Smoking weakens the esophageal valve directly. Nicotine relaxes the sphincter muscle, and the repeated swallowing of air during smoking can increase the frequency of those inappropriate valve relaxations. Smoking also reduces saliva production, and saliva is one of the body’s natural tools for neutralizing acid in the esophagus and washing it back down. Alcohol has a similar dual effect: it relaxes the valve while also stimulating acid production in the stomach.

Stress and Sleep

Stress doesn’t produce extra stomach acid the way people once assumed, but it does appear to make the esophagus more sensitive to the acid that’s already there. People under chronic stress report more severe GERD symptoms even when objective measurements of acid exposure don’t change. Poor sleep creates a feedback loop: reflux disrupts sleep, and sleep deprivation increases pain sensitivity, which makes the same amount of reflux feel worse.

Why It Becomes Chronic

GERD often starts as occasional heartburn and gradually becomes more frequent. This progression happens because acid exposure itself damages the esophageal lining, and inflamed tissue is less effective at clearing acid and more sensitive to it. The longer acid sits against damaged tissue, the more the damage spreads, creating a cycle where the condition reinforces itself. This is why the American College of Gastroenterology uses a threshold of two or more episodes per week as the point where reflux shifts from a nuisance to a condition that needs active management. People who have frequent heartburn at that level also face a meaningfully higher risk of developing changes to the esophageal cells over time, which makes controlling the reflux more important the longer it persists.

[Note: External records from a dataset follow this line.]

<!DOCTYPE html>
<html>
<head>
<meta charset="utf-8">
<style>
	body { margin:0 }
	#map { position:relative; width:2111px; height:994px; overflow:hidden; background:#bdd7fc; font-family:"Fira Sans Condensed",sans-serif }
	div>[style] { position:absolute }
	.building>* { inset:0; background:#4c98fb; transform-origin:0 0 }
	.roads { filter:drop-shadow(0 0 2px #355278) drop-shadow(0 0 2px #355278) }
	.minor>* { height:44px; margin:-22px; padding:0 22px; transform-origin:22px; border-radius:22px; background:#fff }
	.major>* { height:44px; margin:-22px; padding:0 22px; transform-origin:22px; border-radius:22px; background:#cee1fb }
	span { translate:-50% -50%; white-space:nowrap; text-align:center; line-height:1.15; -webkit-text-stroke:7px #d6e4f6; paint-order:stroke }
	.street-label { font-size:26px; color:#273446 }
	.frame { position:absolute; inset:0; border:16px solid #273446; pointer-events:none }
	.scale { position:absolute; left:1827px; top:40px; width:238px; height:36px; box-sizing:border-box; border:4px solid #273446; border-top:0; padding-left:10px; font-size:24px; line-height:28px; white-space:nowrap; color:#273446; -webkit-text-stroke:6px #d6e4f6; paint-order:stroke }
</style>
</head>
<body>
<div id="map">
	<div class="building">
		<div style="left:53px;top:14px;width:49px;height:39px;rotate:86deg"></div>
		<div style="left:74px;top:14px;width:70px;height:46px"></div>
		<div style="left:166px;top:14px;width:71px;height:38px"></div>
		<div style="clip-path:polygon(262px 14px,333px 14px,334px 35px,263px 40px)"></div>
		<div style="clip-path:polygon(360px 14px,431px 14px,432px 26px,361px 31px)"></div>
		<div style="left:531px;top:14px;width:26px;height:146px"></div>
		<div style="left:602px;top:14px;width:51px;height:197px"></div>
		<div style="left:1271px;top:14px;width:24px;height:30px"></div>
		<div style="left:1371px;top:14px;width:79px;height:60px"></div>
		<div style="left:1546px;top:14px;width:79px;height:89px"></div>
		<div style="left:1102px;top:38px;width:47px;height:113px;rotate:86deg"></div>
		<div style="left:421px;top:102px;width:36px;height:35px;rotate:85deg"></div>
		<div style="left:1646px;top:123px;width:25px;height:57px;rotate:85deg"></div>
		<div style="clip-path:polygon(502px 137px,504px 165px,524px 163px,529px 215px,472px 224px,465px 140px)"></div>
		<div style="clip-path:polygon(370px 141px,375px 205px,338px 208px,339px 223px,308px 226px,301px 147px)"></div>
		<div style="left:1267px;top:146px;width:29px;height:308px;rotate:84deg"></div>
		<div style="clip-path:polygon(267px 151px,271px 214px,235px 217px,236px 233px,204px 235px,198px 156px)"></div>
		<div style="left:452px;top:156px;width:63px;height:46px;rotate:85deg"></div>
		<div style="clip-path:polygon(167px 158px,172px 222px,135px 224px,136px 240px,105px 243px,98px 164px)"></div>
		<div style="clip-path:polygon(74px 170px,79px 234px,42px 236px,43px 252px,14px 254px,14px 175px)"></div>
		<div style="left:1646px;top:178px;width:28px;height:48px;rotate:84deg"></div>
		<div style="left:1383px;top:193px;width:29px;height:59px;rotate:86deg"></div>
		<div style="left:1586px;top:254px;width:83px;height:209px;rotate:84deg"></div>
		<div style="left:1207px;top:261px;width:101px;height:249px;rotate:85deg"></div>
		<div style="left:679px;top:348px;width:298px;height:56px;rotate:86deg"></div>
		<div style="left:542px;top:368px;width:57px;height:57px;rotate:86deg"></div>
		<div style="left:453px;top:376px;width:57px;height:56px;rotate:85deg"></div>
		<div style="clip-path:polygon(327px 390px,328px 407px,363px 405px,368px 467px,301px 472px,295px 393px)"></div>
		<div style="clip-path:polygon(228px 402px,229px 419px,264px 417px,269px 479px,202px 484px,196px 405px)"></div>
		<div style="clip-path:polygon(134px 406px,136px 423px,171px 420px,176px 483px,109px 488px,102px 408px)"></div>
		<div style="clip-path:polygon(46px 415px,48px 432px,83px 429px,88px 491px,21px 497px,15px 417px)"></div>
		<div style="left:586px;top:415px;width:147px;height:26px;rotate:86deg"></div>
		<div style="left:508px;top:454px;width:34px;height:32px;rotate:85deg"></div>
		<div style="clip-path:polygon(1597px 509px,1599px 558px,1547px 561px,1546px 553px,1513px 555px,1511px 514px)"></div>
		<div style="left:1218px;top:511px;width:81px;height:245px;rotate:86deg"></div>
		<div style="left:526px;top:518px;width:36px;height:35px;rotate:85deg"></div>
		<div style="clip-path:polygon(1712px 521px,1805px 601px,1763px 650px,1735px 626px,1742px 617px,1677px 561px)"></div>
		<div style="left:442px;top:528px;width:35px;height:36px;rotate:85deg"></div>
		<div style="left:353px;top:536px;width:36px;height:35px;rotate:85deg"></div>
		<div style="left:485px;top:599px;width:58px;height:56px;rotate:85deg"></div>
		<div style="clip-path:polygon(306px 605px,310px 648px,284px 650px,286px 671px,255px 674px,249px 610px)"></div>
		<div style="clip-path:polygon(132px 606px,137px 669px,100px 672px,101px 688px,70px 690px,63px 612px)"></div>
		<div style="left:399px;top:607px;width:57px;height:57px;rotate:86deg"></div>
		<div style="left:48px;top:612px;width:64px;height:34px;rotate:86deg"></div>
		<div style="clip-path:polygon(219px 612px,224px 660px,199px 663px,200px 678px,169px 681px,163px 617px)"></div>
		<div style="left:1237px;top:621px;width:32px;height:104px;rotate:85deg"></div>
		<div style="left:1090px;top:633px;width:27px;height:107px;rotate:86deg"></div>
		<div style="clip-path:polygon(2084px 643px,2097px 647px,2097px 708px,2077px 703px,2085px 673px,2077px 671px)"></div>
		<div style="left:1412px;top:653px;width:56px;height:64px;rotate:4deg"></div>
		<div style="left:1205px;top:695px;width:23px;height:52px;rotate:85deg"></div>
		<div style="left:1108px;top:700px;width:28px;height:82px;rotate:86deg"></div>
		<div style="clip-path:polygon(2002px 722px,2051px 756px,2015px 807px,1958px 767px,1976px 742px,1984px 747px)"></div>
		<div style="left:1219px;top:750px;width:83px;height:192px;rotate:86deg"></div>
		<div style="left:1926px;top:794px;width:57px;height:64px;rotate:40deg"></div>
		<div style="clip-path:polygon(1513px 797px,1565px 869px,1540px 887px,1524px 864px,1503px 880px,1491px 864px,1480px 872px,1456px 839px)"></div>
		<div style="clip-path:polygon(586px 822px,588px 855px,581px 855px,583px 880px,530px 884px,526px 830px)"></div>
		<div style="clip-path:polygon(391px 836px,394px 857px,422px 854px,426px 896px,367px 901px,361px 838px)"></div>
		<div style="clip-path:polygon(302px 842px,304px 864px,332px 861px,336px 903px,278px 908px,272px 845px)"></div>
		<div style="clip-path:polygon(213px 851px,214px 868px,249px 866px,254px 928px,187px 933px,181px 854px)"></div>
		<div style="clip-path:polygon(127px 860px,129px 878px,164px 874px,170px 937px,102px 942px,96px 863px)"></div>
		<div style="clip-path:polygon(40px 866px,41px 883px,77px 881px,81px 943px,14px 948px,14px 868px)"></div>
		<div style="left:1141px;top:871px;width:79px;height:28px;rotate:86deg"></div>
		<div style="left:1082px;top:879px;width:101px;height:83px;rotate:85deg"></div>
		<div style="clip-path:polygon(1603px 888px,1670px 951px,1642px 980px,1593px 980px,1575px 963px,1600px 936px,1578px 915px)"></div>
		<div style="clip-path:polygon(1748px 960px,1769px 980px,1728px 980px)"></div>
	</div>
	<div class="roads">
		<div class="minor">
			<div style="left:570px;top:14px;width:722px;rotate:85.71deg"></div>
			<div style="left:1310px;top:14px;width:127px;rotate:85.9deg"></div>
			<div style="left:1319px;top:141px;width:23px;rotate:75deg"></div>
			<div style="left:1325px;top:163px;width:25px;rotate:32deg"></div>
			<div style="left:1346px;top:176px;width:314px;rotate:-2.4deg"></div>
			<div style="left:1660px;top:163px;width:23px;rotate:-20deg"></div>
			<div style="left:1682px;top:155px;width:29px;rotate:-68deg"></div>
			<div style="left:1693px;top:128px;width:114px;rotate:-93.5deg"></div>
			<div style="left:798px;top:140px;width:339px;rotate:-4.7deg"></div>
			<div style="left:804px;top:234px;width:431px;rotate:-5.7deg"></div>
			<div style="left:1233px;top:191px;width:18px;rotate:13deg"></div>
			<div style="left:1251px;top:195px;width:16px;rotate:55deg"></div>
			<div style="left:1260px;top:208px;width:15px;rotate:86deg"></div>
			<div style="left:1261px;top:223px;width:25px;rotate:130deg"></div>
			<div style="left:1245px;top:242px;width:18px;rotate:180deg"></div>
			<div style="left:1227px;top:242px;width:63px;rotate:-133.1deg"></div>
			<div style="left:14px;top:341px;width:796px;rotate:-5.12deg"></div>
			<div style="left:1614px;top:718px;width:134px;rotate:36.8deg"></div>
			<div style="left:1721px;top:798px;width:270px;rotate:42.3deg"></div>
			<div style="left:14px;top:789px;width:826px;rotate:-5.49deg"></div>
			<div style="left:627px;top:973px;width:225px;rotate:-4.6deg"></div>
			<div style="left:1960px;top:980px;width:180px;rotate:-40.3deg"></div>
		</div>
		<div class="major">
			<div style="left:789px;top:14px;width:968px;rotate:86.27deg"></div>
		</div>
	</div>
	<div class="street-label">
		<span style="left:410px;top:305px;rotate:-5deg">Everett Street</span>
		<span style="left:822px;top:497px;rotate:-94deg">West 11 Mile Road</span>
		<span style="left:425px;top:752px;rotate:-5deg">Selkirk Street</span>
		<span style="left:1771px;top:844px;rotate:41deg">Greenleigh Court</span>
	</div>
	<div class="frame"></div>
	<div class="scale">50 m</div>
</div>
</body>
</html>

For most people, GERD results from several of these factors layering on top of each other rather than a single cause. You might have a mildly weak valve that was never a problem until weight gain added abdominal pressure, or a hiatal hernia that only became symptomatic after starting a medication that relaxes the sphincter further. Understanding which factors apply to you is the first step toward figuring out which ones you can change.